━━ Data records

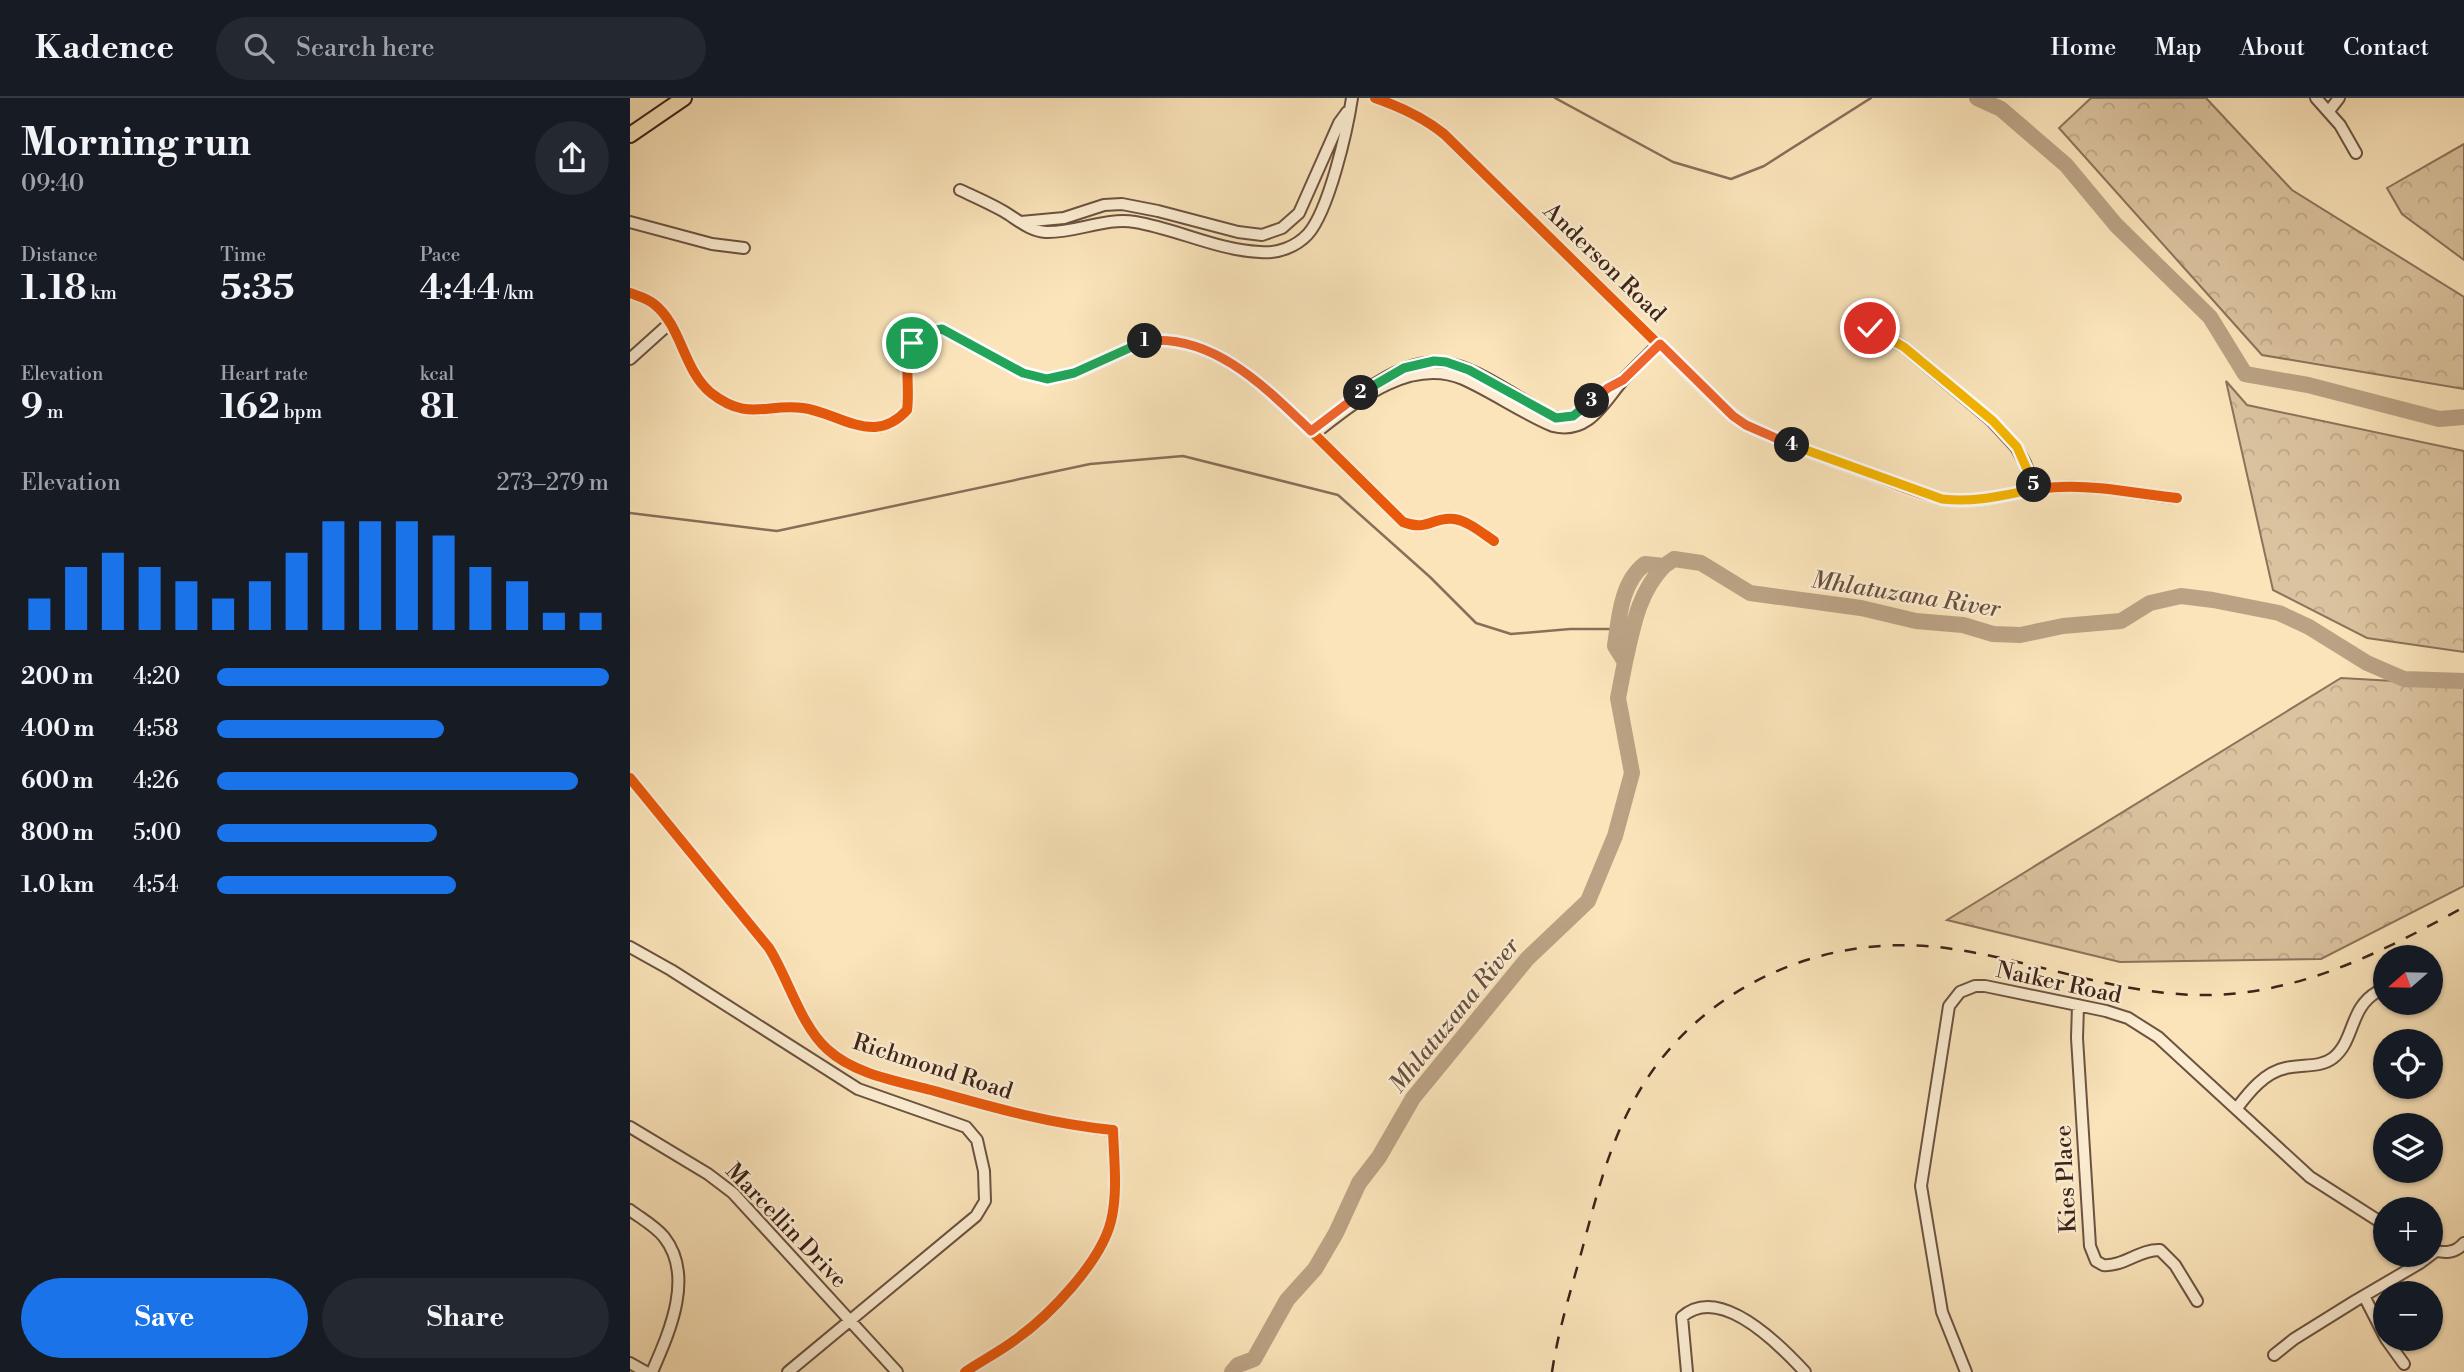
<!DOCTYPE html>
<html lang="en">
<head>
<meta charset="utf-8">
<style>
	body { margin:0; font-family:"Libre Bodoni",serif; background:#242831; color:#f1f3f6; height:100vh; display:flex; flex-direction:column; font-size:26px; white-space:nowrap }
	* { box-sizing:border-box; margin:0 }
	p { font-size:23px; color:#9ea1a6 }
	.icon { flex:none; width:38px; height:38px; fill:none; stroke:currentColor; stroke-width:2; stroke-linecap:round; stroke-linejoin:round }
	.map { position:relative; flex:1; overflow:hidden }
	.sheet { display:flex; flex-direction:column; background:#171b24; width:630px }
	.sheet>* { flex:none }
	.needle { width:46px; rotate:250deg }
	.controls { position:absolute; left:1743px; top:847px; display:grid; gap:14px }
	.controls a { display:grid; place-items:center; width:70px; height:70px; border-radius:50%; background:#171b24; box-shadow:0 2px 5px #0004; font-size:35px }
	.pin { position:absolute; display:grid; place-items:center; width:60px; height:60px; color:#fff; margin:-30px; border:4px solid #fff; border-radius:50%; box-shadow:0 2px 7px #0007 }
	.km { position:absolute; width:35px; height:35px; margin:-18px; border-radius:50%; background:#222; color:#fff; font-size:19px; line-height:35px; text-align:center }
	.round { display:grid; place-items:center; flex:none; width:74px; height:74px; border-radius:37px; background:#242831 }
	.head { display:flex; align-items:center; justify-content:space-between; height:119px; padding:0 21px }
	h1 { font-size:38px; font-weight:800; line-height:52px }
	.figures { display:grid; grid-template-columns:repeat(3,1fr); gap:10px; height:119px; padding:7px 21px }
	.figures div { display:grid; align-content:center }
	.figures b { font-size:35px; font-weight:800 }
	.figures small { font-size:19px; font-weight:400 }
	.figures p { font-size:19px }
	.chart { height:196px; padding:14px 21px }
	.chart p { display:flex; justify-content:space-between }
	.chart svg { width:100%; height:126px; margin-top:7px; stroke:#1a73e8; stroke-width:6 }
	.primary-button { display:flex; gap:14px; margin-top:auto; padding:14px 21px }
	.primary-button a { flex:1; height:80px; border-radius:42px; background:#1a73e8; color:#fff; font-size:28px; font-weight:800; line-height:80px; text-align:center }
	.primary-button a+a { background:#242831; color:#f1f3f6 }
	ul { padding:0 21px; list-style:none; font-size:23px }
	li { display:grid; grid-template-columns:112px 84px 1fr; align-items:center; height:52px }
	li i { height:18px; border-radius:9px; background:#1a73e8 }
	header { display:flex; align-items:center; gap:42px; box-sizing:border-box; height:98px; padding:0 35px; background:#171b24; border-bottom:2px solid #363941 }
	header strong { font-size:33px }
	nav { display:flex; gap:38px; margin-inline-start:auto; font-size:24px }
	.search { width:490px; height:63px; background:#242831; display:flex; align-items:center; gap:18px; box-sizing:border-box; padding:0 24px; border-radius:38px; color:#9ea1a6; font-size:26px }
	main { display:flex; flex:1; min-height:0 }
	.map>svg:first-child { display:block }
	.forest { fill:url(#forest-crowns); stroke:#8c735c; stroke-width:2 }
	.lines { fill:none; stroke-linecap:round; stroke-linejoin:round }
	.stream { stroke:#886f5a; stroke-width:2.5 }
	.river { stroke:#baa284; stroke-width:16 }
	.minor-casing { stroke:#6c5342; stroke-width:14 }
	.major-casing { stroke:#3c231a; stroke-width:18 }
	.minor { stroke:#fcedd2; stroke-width:10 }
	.major { stroke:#fbe4ba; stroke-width:14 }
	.rail { stroke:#3c231a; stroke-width:2.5; stroke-dasharray:12 12; stroke-linecap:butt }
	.cycleway-casing { stroke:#fcedd2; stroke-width:15 }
	.cycleway { stroke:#e8590c; stroke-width:10 }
	.split-1-casing { stroke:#fff; stroke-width:14 }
	.split-2-casing { stroke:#fff; stroke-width:14 }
	.split-3-casing { stroke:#fff; stroke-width:14 }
	.split-4-casing { stroke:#fff; stroke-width:14 }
	.split-5-casing { stroke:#fff; stroke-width:14 }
	.split-6-casing { stroke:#fff; stroke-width:14 }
	.split-1 { stroke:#22a559; stroke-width:9 }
	.split-2 { stroke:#f0652b; stroke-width:9 }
	.split-3 { stroke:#22a559; stroke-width:9 }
	.split-4 { stroke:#f0652b; stroke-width:9 }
	.split-5 { stroke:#f5b400; stroke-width:9 }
	.split-6 { stroke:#f5b400; stroke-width:9 }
	.labels { text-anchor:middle; stroke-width:5; stroke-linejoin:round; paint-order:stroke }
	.street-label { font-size:23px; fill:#3c231a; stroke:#fcedd2 }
	.water-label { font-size:24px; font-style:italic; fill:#684f3f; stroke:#fcedd2 }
</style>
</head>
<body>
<header>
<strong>Kadence</strong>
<div class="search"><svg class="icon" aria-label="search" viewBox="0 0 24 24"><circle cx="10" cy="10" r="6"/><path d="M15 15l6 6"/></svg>Search here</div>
<nav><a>Home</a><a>Map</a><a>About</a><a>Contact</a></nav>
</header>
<main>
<section class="sheet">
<div class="head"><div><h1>Morning run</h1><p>09:40</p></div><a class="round"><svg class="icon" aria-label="share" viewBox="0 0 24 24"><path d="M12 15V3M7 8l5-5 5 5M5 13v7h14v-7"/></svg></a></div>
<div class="figures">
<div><p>Distance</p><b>1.18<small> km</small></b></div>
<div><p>Time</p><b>5:35</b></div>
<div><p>Pace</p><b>4:44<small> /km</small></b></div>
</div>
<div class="figures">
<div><p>Elevation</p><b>9<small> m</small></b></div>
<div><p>Heart rate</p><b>162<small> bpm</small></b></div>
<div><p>kcal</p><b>81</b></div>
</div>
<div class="chart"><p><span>Elevation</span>273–279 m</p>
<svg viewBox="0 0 160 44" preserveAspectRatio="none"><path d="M5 44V33M15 44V22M25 44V17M35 44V22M45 44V27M55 44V33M65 44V27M75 44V17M85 44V6M95 44V6M105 44V6M115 44V11M125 44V22M135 44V27M145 44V38M155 44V38"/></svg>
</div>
<ul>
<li><b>200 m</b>4:20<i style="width:100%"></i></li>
<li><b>400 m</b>4:58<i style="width:58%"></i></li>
<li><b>600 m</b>4:26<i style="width:92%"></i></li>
<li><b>800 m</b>5:00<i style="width:56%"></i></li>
<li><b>1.0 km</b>4:54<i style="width:61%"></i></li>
</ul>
<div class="primary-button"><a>Save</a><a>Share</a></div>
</section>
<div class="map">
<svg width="1834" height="1274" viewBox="0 0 1834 1274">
	<defs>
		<pattern id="forest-crowns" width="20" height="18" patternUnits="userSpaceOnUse" patternTransform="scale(1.75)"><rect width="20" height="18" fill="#dbc39f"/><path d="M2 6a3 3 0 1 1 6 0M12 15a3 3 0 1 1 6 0" fill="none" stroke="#bda788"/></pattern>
	</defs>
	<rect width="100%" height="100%" fill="#fbe4ba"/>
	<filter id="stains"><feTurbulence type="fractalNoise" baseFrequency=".00286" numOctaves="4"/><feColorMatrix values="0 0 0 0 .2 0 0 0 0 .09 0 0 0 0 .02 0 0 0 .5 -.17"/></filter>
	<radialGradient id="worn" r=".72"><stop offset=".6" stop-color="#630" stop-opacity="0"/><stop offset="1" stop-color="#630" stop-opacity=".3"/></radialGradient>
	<path class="forest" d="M1461 0H1576L1662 92 1834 199V291L1632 257 1429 30Z
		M1834 46V162L1772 116 1757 90Z
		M1596 283 1617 307 1834 353V554L1737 540 1643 492Z
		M1711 580 1834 587V788L1691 861 1490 864 1317 822Z"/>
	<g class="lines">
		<path class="stream" d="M925 0 1043 64 1101 81 1134 68 1241 0
			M0 415 147 433 460 366 553 358 708 397 800 479 846 525 881 536 940 531H988"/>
		<path class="river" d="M1347 0 1371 11 1436 67 1486 127 1580 219 1615 276 1678 287 1809 321 1834 319
			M995 564C1003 529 1008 495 1034 468
			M602 1274 608 1267 624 1261 657 1202 685 1171 706 1135 729 1085 749 1059 783 1000 897 861 958 803 985 738 1002 675 988 600 995 564 985 548C989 520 991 484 1015 466L1034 468 1044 461 1071 465 1120 495 1231 510 1286 523 1333 527 1363 536 1390 537 1433 528 1491 523 1520 505 1551 498 1583 502 1649 515 1679 529 1737 565 1774 581 1834 583"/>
		<g class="minor-casing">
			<path id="minor" d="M745 0C771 9 793 19 814 36L1089 306C1130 341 1183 355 1233 374 1264 385 1297 402 1330 403 1363 404 1396 390 1430 389 1468 387 1509 396 1547 400
				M1686 0 1710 27 1726 55
				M1699 13 1709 0
				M330 92C345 99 359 105 373 113 387 121 399 133 416 134 446 135 475 119 505 124 547 131 587 152 630 154 647 156 666 149 678 136 699 112 717 33 722 0
				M0 124 82 146 114 150
				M391 124 434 120 474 107 492 106 528 113 608 134 632 137 652 130 669 115 709 25 717 14
				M0 195C8 198 17 200 24 206 52 228 53 272 81 295 118 324 136 305 173 310 197 313 221 330 245 329 258 328 268 322 277 312 282 278 263 236 312 231L393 275 417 281 445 275 514 243 528 241 566 248 591 259 622 279 681 333 773 424C798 434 803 418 824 421 838 423 852 435 864 443
				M1240 230 1274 249 1362 323 1386 349 1395 365 1405 392
				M0 261 40 225
				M731 295C806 243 830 264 902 307 912 313 923 322 936 320 956 318 971 293 989 284
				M684 336C724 305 779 258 833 281 864 295 892 315 923 328 960 337 974 303 995 280 1006 268 1018 257 1029 246
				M0 680 139 850C158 880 171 928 197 951 224 976 266 983 301 992 361 1009 420 1026 483 1032 484 1062 488 1095 481 1123 471 1164 419 1218 385 1242 369 1254 351 1263 335 1274
				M0 849 41 872 228 991 336 1029 347 1042 354 1073 355 1103 346 1118 158 1274
				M1448 907 1447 940 1460 1148 1466 1163 1473 1167C1493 1169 1510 1151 1530 1152L1545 1167 1567 1203
				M1607 1010C1619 994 1635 974 1656 970 1672 966 1690 970 1703 960 1725 943 1719 910 1747 894
				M0 1029 78 1076 103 1095 267 1274
				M0 1112C12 1121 25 1128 34 1139 65 1178 39 1235 22 1274
				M1801 1152C1814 1155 1825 1156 1834 1145
				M1734 1198 1755 1239
				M1756 1241 1774 1266
				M1644 1257 1664 1241 1725 1203 1790 1165 1806 1153
				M0 1265 16 1274
				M1057 1274 1052 1219C1090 1185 1151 1248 1175 1274
				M1336 1274 1312 1214 1291 1088 1319 908 1330 894 1345 888H1355L1476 913 1498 920 1528 939 1680 1079 1755 1127"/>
		</g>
		<g class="major-casing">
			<path id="major" d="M0 37 54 0"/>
		</g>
		<use href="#minor" class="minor"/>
		<use href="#major" class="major"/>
		<path class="rail" d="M922 1274C928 1233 941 1192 952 1152 965 1103 977 1054 1000 1010 1059 893 1189 833 1316 850 1405 862 1491 899 1582 897 1675 894 1754 853 1834 809"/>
		<g class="cycleway-casing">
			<path id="cycleway" d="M745 0C771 9 793 19 814 36L1089 306C1130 341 1183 355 1233 374 1264 385 1297 402 1330 403 1363 404 1396 390 1430 389 1468 387 1509 396 1547 400
				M0 195C8 198 17 200 24 206 52 228 53 272 81 295 118 324 136 305 173 310 197 313 221 330 245 329 258 328 268 322 277 312 282 278 263 236 312 231L393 275 417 281 445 275 514 243 528 241 566 248 591 259 622 279 681 333 773 424C798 434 803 418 824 421 838 423 852 435 864 443
				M0 680 139 850C158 880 171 928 197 951 224 976 266 983 301 992 361 1009 420 1026 483 1032 484 1062 488 1095 481 1123 471 1164 419 1218 385 1242 369 1254 351 1263 335 1274"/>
		</g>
		<use href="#cycleway" class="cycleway"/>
	</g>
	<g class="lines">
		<g class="split-1-casing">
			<path id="split-1" d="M282 245 295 234 312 231 393 275 417 281 444 275 515 243"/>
		</g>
		<g class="split-2-casing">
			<path id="split-2" d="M515 243C583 235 636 290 681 333L731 295"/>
		</g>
		<g class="split-3-casing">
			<path id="split-3" d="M731 295 774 270 804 263 816 264 839 272 926 320 943 318 962 303"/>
		</g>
		<g class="split-4-casing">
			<path id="split-4" d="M962 303 978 290 993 282 1030 246 1103 318 1116 327 1162 347"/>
		</g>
		<g class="split-5-casing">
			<path id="split-5" d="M1162 347 1312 401C1344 405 1374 397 1405 391L1404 387"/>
		</g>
		<g class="split-6-casing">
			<path id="split-6" d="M1240 230 1274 249 1363 323 1387 349 1404 387"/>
		</g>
		<use href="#split-1" class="split-1"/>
		<use href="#split-2" class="split-2"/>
		<use href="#split-3" class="split-3"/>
		<use href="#split-4" class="split-4"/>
		<use href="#split-5" class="split-5"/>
		<use href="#split-6" class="split-6"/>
	</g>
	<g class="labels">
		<g class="street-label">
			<text transform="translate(975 164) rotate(44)" y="8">Anderson Road</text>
			<text transform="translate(1429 884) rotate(12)" y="8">Naiker Road</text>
			<text transform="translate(303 968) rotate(18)" y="8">Richmond Road</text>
			<text transform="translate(1435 1081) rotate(-93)" y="8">Kies Place</text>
			<text transform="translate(157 1127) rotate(46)" y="8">Marcellin Drive</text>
		</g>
		<g class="water-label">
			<text transform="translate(1276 496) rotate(9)" y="8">Mhlatuzana River</text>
			<text transform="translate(824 917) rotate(-51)" y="8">Mhlatuzana River</text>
		</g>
	</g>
	<rect width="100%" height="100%" filter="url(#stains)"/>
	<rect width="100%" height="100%" fill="url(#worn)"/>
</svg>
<div class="controls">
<a><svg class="needle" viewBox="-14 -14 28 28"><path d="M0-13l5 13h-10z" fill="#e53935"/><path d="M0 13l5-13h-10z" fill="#9ea1a6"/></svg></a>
<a><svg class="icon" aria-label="locate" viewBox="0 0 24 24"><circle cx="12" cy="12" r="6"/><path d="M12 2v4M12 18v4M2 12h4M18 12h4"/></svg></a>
<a><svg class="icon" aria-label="layers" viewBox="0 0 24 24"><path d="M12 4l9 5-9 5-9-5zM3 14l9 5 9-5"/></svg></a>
<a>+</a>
<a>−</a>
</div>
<div class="pin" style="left:282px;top:245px;background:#1e9e55"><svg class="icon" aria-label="arrive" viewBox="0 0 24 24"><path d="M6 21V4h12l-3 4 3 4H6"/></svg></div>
<div class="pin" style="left:1240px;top:230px;background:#d93025"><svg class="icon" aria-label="check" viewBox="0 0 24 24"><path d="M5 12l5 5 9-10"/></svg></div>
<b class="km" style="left:515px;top:243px">1</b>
<b class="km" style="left:731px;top:295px">2</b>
<b class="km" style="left:962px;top:303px">3</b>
<b class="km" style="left:1162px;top:347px">4</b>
<b class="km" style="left:1404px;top:387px">5</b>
</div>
</main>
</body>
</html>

━━━━

What lines in the entries contain "shadow"? Report each one by copying it.

	.controls a { display:grid; place-items:center; width:70px; height:70px; border-radius:50%; background:#171b24; box-shadow:0 2px 5px #0004; font-size:35px }
	.pin { position:absolute; display:grid; place-items:center; width:60px; height:60px; color:#fff; margin:-30px; border:4px solid #fff; border-radius:50%; box-shadow:0 2px 7px #0007 }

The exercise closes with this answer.